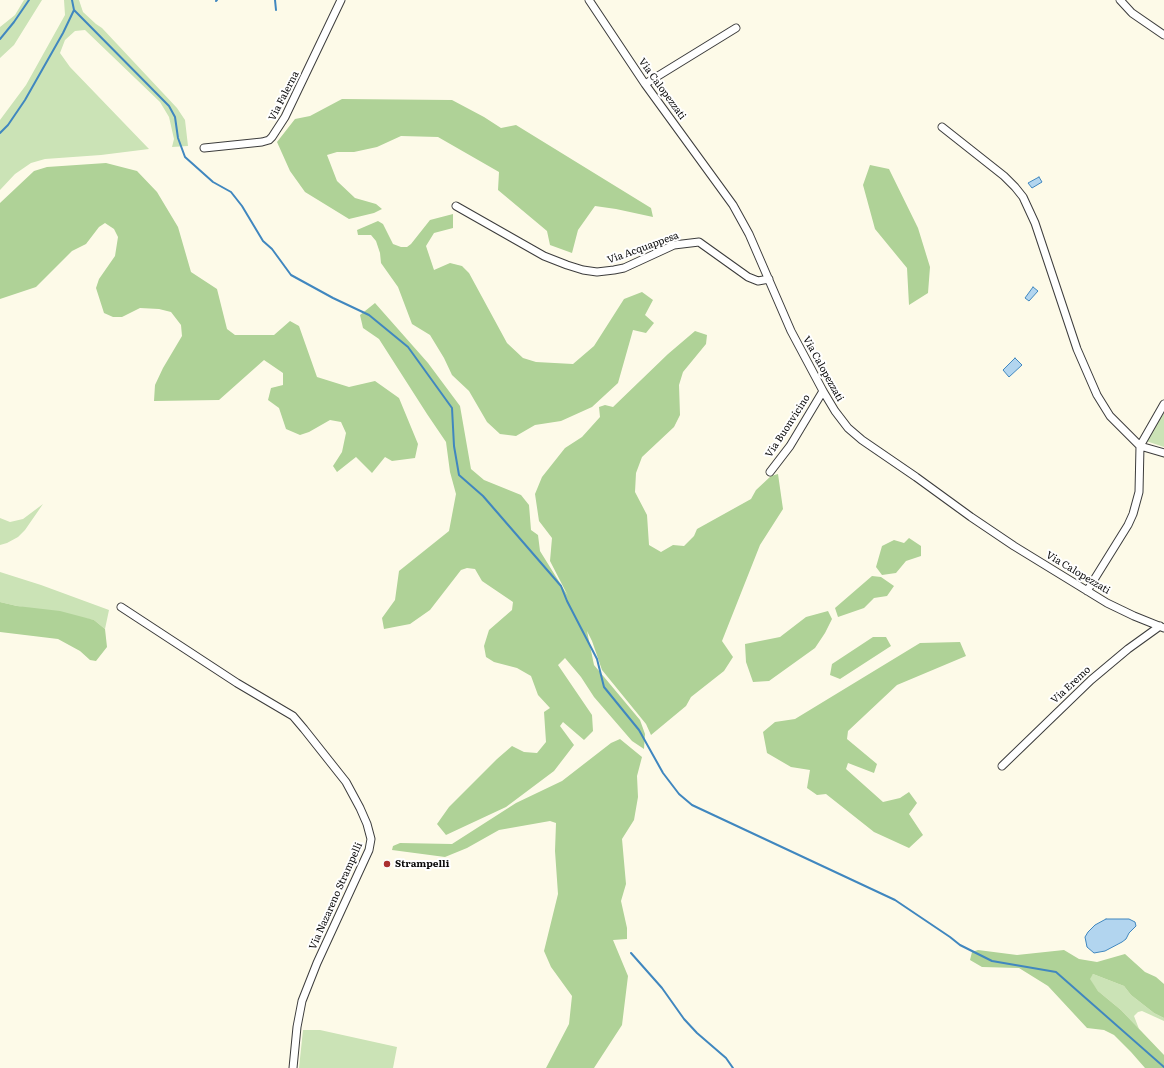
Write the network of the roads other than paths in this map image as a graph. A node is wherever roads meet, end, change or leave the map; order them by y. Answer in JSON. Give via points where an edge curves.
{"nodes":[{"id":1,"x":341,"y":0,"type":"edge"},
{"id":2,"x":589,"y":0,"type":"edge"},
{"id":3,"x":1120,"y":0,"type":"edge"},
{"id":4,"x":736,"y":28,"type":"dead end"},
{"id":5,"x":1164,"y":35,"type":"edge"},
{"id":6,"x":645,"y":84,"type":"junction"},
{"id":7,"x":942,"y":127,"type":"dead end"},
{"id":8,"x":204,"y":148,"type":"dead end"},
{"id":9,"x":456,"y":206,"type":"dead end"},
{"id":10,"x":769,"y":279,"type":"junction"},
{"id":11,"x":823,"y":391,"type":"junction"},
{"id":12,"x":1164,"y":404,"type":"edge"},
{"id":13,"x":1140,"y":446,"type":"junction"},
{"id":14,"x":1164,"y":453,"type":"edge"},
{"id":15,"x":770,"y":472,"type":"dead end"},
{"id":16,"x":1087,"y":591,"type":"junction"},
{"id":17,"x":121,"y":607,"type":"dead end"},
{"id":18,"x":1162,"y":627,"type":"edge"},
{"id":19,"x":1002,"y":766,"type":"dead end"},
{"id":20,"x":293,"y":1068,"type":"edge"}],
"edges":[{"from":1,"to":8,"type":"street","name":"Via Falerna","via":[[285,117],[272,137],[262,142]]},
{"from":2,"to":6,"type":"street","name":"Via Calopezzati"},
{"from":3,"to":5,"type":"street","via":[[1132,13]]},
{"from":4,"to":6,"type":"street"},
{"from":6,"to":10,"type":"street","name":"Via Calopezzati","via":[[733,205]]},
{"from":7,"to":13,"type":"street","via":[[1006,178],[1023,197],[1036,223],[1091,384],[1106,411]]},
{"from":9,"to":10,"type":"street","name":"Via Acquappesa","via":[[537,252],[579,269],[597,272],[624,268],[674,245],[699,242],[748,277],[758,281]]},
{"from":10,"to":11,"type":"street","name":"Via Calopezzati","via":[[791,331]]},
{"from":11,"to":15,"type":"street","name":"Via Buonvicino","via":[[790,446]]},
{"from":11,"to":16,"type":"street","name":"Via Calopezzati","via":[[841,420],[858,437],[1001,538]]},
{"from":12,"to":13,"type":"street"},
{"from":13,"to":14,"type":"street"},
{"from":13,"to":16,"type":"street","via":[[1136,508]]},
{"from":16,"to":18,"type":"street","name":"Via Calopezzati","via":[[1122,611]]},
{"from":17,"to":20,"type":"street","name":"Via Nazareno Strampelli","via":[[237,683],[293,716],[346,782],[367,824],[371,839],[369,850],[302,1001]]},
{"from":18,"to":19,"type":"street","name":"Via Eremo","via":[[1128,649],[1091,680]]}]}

+--

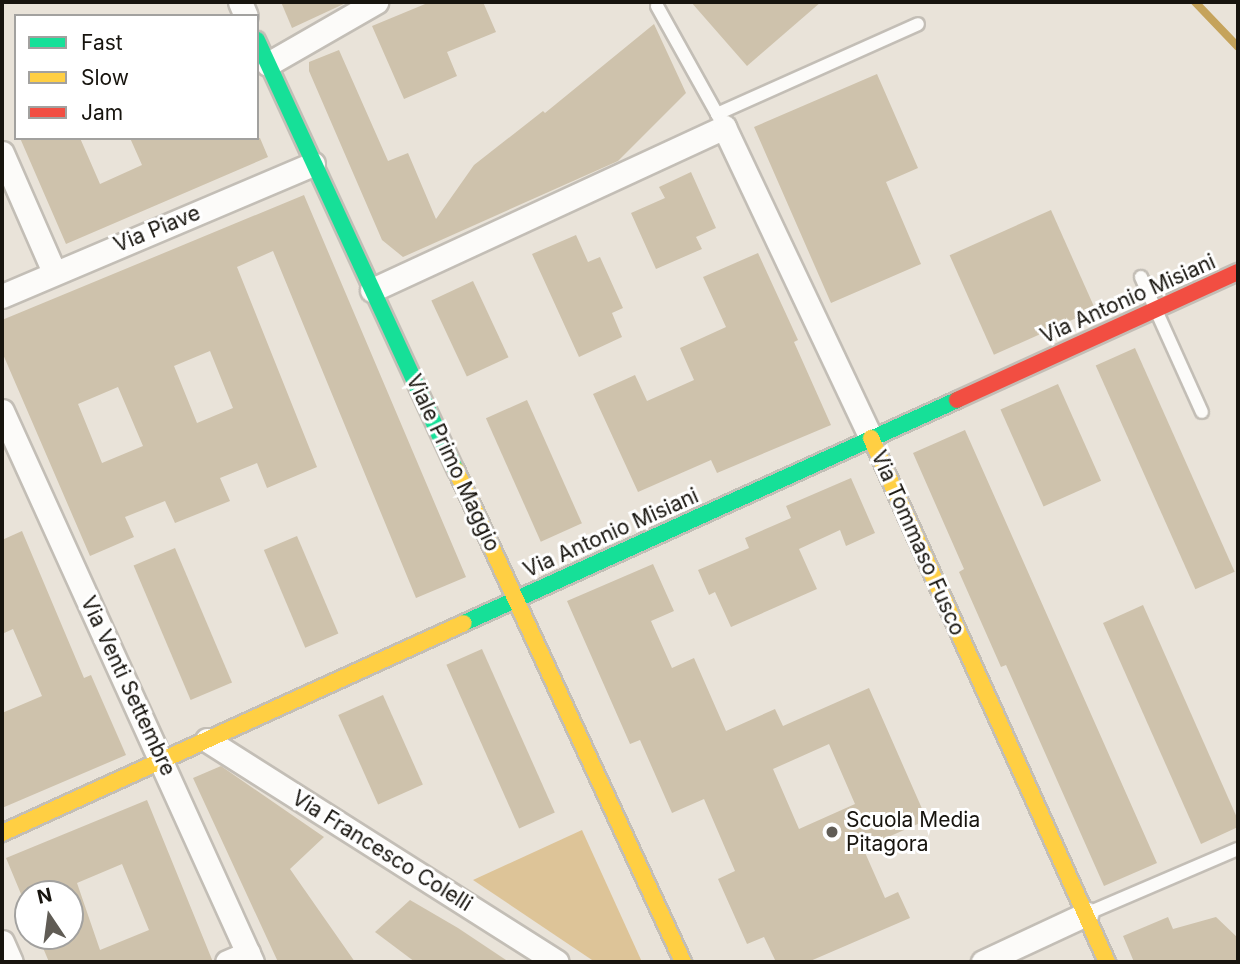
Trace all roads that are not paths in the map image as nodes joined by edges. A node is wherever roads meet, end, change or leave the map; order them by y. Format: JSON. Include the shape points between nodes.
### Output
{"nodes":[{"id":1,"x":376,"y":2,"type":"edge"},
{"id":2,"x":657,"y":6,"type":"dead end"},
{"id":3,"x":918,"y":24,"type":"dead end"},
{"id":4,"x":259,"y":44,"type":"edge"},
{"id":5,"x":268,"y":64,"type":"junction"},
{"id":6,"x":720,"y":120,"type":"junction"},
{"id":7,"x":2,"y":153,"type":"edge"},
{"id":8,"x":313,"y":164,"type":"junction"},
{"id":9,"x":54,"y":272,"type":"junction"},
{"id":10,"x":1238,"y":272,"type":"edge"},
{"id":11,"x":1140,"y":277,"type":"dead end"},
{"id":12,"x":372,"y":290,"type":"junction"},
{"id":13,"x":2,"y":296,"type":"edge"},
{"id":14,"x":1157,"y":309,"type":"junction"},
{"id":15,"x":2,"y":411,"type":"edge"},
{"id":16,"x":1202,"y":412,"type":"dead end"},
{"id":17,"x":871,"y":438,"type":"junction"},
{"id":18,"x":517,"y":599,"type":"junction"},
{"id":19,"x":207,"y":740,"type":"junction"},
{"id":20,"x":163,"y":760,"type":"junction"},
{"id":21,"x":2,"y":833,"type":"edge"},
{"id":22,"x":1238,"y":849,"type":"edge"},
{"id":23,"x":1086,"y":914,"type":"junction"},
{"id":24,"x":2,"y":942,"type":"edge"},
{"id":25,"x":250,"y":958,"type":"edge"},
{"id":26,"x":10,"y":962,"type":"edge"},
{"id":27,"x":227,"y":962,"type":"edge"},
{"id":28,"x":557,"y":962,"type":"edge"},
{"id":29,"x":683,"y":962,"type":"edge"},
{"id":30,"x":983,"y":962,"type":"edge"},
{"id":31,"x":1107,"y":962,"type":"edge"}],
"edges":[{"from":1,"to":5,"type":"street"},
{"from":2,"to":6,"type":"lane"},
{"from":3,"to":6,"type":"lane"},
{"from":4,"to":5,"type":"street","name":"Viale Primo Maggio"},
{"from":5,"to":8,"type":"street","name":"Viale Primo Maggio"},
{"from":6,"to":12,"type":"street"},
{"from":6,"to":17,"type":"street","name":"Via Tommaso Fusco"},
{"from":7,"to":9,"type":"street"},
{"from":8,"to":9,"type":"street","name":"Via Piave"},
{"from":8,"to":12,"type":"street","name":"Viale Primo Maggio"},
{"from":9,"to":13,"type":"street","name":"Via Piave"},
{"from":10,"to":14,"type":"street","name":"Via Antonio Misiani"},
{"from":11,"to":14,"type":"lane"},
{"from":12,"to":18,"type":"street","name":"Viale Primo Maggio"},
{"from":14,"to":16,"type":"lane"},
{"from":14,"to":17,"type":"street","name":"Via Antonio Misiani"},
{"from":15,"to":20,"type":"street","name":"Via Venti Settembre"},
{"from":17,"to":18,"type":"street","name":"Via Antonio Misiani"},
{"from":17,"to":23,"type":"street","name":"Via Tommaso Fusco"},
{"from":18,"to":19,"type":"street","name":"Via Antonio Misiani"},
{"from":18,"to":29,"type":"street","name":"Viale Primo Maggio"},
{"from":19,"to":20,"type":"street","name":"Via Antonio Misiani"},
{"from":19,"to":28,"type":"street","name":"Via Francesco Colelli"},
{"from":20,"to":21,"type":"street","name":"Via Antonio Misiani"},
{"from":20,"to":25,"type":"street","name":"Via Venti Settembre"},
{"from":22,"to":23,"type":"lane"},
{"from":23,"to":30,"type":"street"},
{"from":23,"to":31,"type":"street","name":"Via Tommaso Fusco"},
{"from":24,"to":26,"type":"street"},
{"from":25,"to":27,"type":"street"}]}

+--

What to work on:
Pull out every line above that holds the word "edges".

Written response:
"edges":[{"from":1,"to":8,"type":"street","name":"Via Falerna","via":[[285,117],[272,137],[262,142]]},
Trace all roads that are not paths in the map image as nodes joined by edges. A node is wherever roads meet, end, change or leave the map; order them by y. Format: JSON. Include the shape points between nodes.
"edges":[{"from":1,"to":5,"type":"street"},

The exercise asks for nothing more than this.